Character interview time. What’s the one question you’d like your favourite Three Worlds character – hero or villain – to answer truthfully? Mild forms of torture are allowed where necessary. Responses (including grunts, screams, blustery denials, blaming of victims and blatant lies) will be posted here. Get your thumbscrews out!

» For more see my facebook post of 1 May 2016


Mike: Llian, why do you get pushed around so much? Isn’t there just a little more spirit in you to stand and fight?

“I don’t know what you’re talking about,” Llian splutters. ‘I fought a lorrsk! And killed it, too.”

“Come, now, Chronicler, you can do better than that. Let’s just give the rack another wind, shall we?” Craaaack!

“Aaarrrrgggh!”

“I’ll ask the question again.”

“All RIGHT! It’s … it’s my deep-seated fear of rejection. If I hold back, if I don’t engage, it … seems to make things a little easier.”

“Chronicler, Chronicler, do you really think I’m that gullible?” Craaaack!

“Aaarrrrgggh!”


Jay: Karan, do you still have the same feelings for Llian from when u first realised you loved him to where your story and his ends ?

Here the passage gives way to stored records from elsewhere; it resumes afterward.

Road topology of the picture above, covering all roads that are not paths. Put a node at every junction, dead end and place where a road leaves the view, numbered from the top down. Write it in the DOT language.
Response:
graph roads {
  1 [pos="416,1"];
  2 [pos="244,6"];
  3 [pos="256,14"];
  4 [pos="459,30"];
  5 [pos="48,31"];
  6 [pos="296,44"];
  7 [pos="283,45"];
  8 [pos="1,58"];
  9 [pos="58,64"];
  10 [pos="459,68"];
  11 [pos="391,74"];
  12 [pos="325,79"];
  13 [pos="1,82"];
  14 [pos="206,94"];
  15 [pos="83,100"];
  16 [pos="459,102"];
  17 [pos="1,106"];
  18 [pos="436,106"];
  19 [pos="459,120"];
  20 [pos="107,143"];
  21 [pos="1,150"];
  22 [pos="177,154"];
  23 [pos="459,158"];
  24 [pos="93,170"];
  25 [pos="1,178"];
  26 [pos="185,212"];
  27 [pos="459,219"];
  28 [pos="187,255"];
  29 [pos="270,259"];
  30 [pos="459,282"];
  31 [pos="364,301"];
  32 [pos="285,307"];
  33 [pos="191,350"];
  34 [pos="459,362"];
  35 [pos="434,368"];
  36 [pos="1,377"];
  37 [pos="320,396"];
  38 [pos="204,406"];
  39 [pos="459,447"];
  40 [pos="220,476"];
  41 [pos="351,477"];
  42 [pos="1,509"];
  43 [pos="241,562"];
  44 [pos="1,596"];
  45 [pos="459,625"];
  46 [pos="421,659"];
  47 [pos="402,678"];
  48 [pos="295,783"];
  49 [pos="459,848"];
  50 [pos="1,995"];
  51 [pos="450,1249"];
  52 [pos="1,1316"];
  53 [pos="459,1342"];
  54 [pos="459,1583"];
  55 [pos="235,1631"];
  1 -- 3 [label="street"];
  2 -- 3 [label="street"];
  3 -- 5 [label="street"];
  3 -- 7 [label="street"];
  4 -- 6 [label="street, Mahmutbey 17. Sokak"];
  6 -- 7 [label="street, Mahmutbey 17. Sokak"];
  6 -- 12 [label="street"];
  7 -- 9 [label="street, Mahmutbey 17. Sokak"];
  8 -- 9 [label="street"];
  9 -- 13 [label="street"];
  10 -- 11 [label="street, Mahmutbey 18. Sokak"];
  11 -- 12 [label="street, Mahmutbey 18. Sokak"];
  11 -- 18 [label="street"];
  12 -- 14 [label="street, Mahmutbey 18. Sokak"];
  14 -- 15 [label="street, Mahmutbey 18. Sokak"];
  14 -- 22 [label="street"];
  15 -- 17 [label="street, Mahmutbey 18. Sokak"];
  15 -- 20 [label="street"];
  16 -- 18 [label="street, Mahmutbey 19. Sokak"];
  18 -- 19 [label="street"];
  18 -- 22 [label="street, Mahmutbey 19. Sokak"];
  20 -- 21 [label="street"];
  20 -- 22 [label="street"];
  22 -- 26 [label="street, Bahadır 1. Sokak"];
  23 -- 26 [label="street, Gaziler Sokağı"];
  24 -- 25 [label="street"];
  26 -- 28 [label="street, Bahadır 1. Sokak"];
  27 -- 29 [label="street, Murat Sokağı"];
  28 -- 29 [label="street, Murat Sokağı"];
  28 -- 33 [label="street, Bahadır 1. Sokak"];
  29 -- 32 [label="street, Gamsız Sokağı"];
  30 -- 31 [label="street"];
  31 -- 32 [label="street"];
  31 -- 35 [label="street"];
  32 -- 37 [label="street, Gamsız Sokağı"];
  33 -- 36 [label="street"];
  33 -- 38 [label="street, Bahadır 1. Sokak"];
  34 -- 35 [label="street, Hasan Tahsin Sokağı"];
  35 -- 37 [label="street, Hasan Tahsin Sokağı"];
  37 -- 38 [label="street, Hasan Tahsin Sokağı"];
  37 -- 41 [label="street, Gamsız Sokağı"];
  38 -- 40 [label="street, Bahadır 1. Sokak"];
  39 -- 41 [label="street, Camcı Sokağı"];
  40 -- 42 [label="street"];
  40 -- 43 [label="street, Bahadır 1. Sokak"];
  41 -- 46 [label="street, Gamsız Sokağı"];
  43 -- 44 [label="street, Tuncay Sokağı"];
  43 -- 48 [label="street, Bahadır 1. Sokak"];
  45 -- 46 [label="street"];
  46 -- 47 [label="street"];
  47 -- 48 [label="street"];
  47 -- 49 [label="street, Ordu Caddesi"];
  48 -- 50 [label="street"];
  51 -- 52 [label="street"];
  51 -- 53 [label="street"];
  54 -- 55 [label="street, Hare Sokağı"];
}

‪Not at all. When i first saw Llian at the Graduation Telling in Chanthed I was fascinated: I’d always loved hearing the tales and he turned an old story in an intriguing mystery – and told it beautifully. The next time I saw him he came across as an arrogant idiot, out of his depth in a wilderness I was comfortable with. Later, after we’d travelled together and suffered many perils, I saw the goodness, the decency and the generosity in him, not to mention the courage it takes for a man who isn’t good at practical things to turn himself into a hero. Llian is a flawed man – he has great gifts but monumental failings. That’s what gained him his Great Tale in the one breath, and saw him banned from telling in the next. But now, ten years after that story ended, I’m not sure what I think of him. All the above is still true but … he’s STILL banned. And without being able to use his gifts, the flaws take on overwhelming importance. We’re … in a bit of trouble right now and I don’t see how we’re going to get over it.


Sue: Karan, where the hell have you been, with who and doing what! Please explain. (no torture needed for response thnx)

If you mean, where have I been since The Way Between the Worlds ended, I’ve been at Gothryme of course, struggling to keep the estate going in the endless drought, raising my lovely daughter, Sulien, and trying to put up with the brilliant, awkward, frustrating, maddening and occasionally infuriating man I share my life with. It’s not been easy – we’re both suffering from PTSD after all our past traumas (me more than him since I’m a sensitive and he’s … NOT). Llian’s ban has never been lifted so he can’t do public tellings and he’s cracking under the strain. Apart from that, things were all right until Sulien started to have nightmares about a terrifying enemy gathering in the void to invade Santhenar – and then they saw her!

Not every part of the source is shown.